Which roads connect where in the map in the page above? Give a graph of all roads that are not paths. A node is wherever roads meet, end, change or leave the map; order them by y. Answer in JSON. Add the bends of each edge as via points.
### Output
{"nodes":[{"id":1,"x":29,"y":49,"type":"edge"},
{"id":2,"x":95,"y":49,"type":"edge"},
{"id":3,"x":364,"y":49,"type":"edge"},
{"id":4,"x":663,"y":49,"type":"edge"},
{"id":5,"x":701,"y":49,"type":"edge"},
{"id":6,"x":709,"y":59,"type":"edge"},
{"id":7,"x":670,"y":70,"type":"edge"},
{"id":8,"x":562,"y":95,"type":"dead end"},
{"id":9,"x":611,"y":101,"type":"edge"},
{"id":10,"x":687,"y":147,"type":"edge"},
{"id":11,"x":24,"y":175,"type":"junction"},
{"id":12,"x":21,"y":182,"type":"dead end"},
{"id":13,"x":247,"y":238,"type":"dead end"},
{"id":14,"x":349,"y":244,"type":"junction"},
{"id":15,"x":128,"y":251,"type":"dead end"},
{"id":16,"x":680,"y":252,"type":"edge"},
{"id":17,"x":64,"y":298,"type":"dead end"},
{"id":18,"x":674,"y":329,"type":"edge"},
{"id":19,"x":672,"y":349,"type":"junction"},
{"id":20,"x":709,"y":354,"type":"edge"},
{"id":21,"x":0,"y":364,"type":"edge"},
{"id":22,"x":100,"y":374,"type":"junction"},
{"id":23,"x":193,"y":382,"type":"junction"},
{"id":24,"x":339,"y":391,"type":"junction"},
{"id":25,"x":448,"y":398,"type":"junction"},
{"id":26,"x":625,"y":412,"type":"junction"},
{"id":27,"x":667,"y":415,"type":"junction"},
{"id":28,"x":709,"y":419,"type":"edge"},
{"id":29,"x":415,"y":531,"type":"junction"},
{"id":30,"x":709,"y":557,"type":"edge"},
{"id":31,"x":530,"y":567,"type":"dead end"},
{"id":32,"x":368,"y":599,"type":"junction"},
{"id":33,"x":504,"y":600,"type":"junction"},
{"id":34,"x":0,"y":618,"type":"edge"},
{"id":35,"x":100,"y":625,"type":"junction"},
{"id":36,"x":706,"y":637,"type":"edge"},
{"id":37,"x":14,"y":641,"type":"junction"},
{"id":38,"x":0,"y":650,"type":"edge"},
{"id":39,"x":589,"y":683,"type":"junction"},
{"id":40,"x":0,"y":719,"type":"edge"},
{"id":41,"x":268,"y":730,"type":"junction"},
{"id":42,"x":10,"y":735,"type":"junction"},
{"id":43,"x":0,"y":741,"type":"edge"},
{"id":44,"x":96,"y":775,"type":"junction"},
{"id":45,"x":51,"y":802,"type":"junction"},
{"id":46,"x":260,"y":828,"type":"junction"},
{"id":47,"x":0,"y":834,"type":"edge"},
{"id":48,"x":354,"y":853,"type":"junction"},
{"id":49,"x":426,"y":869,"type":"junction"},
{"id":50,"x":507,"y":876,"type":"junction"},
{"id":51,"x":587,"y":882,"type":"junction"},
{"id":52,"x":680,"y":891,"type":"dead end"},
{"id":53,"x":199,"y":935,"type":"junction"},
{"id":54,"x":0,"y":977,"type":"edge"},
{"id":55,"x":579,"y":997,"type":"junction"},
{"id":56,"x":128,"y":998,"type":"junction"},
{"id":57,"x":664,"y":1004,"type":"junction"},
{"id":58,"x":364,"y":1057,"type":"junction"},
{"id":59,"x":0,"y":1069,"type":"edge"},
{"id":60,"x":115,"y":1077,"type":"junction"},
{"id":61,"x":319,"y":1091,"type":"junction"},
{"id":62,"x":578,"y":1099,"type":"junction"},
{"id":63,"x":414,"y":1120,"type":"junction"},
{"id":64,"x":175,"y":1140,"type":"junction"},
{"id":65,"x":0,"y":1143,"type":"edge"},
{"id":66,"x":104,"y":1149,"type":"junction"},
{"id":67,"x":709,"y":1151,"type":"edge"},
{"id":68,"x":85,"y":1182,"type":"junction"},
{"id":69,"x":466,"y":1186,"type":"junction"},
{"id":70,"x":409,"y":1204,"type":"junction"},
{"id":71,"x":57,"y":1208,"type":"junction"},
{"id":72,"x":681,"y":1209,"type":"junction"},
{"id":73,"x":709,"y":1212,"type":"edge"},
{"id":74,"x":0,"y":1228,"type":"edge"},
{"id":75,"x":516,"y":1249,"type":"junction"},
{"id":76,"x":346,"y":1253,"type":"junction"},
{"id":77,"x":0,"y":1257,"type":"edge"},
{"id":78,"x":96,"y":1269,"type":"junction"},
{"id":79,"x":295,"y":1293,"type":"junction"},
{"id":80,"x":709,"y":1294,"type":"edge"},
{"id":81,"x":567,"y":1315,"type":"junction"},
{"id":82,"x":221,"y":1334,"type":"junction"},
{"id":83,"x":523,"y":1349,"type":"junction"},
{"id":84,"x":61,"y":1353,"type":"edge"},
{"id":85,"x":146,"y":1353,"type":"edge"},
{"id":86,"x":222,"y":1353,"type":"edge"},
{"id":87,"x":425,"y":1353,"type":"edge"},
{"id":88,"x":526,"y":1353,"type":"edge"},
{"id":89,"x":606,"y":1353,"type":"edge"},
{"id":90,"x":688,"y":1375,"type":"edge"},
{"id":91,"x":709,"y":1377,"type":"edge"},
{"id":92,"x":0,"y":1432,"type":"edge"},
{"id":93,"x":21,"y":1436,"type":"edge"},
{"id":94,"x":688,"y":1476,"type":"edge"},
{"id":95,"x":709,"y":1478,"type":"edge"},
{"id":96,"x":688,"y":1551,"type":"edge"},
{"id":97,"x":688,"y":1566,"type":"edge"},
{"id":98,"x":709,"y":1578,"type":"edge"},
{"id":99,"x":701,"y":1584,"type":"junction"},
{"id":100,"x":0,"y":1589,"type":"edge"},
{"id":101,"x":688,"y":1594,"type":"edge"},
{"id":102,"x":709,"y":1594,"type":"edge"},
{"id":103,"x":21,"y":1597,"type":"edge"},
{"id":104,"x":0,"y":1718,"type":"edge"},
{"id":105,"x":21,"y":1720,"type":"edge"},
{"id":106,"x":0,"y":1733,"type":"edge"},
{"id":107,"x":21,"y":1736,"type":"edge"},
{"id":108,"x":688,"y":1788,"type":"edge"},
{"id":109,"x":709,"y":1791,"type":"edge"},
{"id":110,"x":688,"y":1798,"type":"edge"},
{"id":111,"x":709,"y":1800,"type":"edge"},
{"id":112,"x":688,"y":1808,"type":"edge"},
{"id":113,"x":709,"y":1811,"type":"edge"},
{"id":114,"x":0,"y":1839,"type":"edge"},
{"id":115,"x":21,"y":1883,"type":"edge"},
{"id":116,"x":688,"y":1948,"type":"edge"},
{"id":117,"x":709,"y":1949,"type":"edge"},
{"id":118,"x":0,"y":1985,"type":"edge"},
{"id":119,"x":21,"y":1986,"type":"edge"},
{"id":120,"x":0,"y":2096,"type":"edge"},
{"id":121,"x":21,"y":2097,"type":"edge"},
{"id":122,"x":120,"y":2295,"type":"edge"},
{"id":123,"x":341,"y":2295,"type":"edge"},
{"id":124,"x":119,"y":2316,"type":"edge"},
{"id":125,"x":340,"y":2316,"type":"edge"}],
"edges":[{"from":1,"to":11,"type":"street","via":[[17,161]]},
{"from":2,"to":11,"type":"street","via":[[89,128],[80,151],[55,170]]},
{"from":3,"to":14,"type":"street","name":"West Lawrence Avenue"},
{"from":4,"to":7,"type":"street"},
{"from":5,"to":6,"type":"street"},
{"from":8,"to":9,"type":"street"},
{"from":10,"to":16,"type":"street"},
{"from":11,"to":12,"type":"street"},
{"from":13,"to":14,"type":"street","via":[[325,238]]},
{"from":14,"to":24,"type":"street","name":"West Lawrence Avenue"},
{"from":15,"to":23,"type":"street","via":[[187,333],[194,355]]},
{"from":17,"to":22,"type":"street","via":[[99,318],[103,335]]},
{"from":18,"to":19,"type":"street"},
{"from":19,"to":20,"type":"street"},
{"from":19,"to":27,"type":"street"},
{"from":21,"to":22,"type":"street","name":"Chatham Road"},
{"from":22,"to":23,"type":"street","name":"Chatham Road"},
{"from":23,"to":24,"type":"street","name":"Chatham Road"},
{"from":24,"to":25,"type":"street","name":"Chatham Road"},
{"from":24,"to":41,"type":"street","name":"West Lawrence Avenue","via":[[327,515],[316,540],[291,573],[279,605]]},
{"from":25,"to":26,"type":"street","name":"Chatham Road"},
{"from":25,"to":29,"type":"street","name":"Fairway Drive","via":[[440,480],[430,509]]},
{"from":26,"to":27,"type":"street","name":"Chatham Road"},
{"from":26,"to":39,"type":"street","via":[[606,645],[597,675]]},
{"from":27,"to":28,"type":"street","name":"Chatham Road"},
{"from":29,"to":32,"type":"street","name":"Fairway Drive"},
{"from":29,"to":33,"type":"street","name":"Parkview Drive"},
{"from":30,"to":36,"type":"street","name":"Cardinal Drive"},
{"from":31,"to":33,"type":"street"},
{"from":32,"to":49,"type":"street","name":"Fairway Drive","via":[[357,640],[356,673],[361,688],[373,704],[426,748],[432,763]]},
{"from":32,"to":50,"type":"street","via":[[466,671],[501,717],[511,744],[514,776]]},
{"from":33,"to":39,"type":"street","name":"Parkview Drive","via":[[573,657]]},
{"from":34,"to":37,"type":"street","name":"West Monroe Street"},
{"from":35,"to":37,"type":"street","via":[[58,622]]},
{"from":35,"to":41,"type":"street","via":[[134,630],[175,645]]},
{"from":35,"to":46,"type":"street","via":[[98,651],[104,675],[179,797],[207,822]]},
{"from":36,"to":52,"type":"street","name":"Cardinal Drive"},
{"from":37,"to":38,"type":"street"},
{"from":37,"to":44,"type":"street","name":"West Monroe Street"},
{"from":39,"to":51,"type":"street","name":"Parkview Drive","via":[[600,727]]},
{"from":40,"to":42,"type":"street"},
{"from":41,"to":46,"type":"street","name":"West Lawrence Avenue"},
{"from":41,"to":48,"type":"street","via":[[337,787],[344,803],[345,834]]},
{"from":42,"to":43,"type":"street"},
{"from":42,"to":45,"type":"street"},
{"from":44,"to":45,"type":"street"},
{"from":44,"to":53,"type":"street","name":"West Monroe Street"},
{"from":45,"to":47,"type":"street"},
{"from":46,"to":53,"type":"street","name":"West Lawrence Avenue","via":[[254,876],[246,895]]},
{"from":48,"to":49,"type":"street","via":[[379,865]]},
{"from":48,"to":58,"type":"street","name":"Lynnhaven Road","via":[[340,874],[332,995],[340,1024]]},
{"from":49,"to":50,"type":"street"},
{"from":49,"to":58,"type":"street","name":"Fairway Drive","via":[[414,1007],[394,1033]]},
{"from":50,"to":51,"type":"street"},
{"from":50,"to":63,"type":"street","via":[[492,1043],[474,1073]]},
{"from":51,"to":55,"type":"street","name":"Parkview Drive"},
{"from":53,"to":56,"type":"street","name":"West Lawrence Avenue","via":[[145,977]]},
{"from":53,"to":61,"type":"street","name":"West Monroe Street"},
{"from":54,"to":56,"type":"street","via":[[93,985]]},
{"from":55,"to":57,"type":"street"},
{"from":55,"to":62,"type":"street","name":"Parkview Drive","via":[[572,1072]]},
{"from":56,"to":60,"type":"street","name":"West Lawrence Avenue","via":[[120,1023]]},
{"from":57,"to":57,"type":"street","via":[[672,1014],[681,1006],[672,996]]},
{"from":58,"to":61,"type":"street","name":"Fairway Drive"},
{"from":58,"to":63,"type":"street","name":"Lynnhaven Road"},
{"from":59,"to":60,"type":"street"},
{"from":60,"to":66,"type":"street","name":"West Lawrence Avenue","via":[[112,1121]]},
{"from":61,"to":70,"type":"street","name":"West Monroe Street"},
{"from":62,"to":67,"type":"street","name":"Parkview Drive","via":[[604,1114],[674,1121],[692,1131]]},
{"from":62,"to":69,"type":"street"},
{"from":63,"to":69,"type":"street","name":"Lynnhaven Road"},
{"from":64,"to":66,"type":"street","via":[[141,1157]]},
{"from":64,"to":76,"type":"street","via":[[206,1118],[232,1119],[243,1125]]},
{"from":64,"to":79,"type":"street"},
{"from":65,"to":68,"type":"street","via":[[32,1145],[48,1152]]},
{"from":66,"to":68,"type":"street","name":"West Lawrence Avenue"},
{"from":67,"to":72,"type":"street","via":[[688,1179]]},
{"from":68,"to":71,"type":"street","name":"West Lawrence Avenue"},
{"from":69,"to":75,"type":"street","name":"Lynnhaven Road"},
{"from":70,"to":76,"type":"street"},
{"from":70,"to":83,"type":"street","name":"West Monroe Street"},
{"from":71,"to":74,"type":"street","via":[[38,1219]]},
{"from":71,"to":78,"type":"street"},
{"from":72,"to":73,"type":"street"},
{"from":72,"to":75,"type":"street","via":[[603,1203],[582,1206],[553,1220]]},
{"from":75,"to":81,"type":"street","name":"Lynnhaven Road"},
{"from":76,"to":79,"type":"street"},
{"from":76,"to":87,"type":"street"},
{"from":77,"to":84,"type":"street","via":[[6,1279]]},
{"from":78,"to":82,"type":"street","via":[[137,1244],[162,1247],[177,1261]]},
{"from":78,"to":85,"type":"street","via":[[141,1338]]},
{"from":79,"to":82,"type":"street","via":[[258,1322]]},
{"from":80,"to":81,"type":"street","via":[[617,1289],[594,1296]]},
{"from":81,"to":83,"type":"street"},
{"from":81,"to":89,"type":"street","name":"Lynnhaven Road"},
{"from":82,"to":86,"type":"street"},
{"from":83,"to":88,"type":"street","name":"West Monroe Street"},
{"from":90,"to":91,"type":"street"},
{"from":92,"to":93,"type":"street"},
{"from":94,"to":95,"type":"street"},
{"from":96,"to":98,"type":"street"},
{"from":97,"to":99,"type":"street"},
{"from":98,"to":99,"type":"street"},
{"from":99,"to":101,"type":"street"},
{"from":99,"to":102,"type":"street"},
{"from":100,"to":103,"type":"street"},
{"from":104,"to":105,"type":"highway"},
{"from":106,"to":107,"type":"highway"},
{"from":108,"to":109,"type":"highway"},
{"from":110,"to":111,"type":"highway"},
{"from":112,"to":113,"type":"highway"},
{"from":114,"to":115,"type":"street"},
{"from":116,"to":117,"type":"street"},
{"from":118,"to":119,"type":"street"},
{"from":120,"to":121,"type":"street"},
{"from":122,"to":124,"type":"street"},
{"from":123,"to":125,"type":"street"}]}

§ **PROBLEM**: Whenever a line of the data above includes the word "Fairway", copy that line.

§ **ANSWER SPACE**:
{"from":25,"to":29,"type":"street","name":"Fairway Drive","via":[[440,480],[430,509]]},
{"from":29,"to":32,"type":"street","name":"Fairway Drive"},
{"from":32,"to":49,"type":"street","name":"Fairway Drive","via":[[357,640],[356,673],[361,688],[373,704],[426,748],[432,763]]},
{"from":49,"to":58,"type":"street","name":"Fairway Drive","via":[[414,1007],[394,1033]]},
{"from":58,"to":61,"type":"street","name":"Fairway Drive"},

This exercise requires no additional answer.